### Records ###

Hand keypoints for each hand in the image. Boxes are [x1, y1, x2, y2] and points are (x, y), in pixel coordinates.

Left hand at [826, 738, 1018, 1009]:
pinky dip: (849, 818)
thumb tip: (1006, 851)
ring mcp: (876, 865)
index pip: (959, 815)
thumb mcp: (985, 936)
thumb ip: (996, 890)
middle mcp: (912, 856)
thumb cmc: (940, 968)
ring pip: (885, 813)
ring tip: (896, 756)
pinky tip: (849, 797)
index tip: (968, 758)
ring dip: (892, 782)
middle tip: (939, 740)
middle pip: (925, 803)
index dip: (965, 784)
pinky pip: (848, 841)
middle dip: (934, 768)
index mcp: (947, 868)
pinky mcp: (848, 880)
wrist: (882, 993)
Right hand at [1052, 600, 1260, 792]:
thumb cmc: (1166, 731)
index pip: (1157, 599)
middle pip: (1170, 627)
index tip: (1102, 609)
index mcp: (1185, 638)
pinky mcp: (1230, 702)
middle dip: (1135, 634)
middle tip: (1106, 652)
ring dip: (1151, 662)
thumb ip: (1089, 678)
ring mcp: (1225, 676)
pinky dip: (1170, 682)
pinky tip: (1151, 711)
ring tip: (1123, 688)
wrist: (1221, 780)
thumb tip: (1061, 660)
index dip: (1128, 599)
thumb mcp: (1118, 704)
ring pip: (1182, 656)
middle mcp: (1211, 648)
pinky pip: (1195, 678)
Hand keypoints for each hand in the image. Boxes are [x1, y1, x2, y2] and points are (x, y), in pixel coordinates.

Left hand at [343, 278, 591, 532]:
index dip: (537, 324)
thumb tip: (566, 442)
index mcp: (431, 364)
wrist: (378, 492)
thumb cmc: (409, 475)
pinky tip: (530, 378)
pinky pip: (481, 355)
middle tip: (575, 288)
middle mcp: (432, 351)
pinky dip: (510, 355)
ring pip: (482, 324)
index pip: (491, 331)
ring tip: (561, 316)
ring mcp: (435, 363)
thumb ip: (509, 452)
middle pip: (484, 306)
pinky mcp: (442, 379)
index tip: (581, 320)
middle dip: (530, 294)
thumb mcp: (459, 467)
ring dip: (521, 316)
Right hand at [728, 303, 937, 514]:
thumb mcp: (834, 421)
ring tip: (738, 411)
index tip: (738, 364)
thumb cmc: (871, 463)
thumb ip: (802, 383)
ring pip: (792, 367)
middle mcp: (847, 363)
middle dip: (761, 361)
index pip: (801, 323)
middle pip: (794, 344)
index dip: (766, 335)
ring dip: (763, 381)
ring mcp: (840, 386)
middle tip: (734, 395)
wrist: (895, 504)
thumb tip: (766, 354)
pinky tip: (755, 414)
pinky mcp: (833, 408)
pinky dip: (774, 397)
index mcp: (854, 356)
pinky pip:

###

What needs to be done:
Repeat the data in its entirety, word for word.

Solution for this exercise:
Hand keypoints for each hand in the image. Boxes are [x1, y1, x2, y2] and points are (x, y), in pixel coordinates.

Left hand at [826, 738, 1018, 1009]:
pinky dip: (849, 818)
thumb tip: (1006, 851)
ring mcp: (876, 865)
index pip: (959, 815)
thumb mcp: (985, 936)
thumb ip: (996, 890)
middle mcp: (912, 856)
thumb cmc: (940, 968)
ring pip: (885, 813)
ring tip: (896, 756)
pinky tip: (849, 797)
index tip: (968, 758)
ring dip: (892, 782)
middle tip: (939, 740)
middle pip: (925, 803)
index dip: (965, 784)
pinky pip: (848, 841)
middle dip: (934, 768)
index mcp: (947, 868)
pinky mcp: (848, 880)
wrist: (882, 993)
Right hand at [1052, 600, 1260, 792]:
thumb cmc: (1166, 731)
index pip: (1157, 599)
middle pip: (1170, 627)
index tip: (1102, 609)
index mcp: (1185, 638)
pinky mcp: (1230, 702)
middle dip: (1135, 634)
middle tip: (1106, 652)
ring dip: (1151, 662)
thumb ip: (1089, 678)
ring mcp: (1225, 676)
pinky dip: (1170, 682)
pinky tip: (1151, 711)
ring tip: (1123, 688)
wrist: (1221, 780)
thumb tip: (1061, 660)
index dip: (1128, 599)
thumb mcp: (1118, 704)
ring pip: (1182, 656)
middle mcp: (1211, 648)
pinky pip: (1195, 678)
Hand keypoints for each hand in the image. Boxes are [x1, y1, x2, y2] and points are (x, y), in pixel coordinates.

Left hand at [343, 278, 591, 532]:
index dip: (537, 324)
thumb tip: (566, 442)
index mcp: (431, 364)
wrist: (378, 492)
thumb cmc: (409, 475)
pinky tip: (530, 378)
pinky pip: (481, 355)
middle tip: (575, 288)
middle mcp: (432, 351)
pinky dip: (510, 355)
ring pip: (482, 324)
index pip: (491, 331)
ring tip: (561, 316)
ring mcp: (435, 363)
thumb ip: (509, 452)
middle pip: (484, 306)
pinky mcp: (442, 379)
index tip: (581, 320)
middle dip: (530, 294)
thumb mcp: (459, 467)
ring dip: (521, 316)
Right hand at [728, 303, 937, 514]:
thumb mcp: (834, 421)
ring tip: (738, 411)
index tip: (738, 364)
thumb cmc: (871, 463)
thumb ip: (802, 383)
ring pip: (792, 367)
middle mcp: (847, 363)
middle dip: (761, 361)
index pip: (801, 323)
middle pip: (794, 344)
index dip: (766, 335)
ring dip: (763, 381)
ring mcp: (840, 386)
middle tip: (734, 395)
wrist: (895, 504)
thumb tip: (766, 354)
pinky tip: (755, 414)
pinky mcp: (833, 408)
pinky dip: (774, 397)
index mcp: (854, 356)
pinky pip:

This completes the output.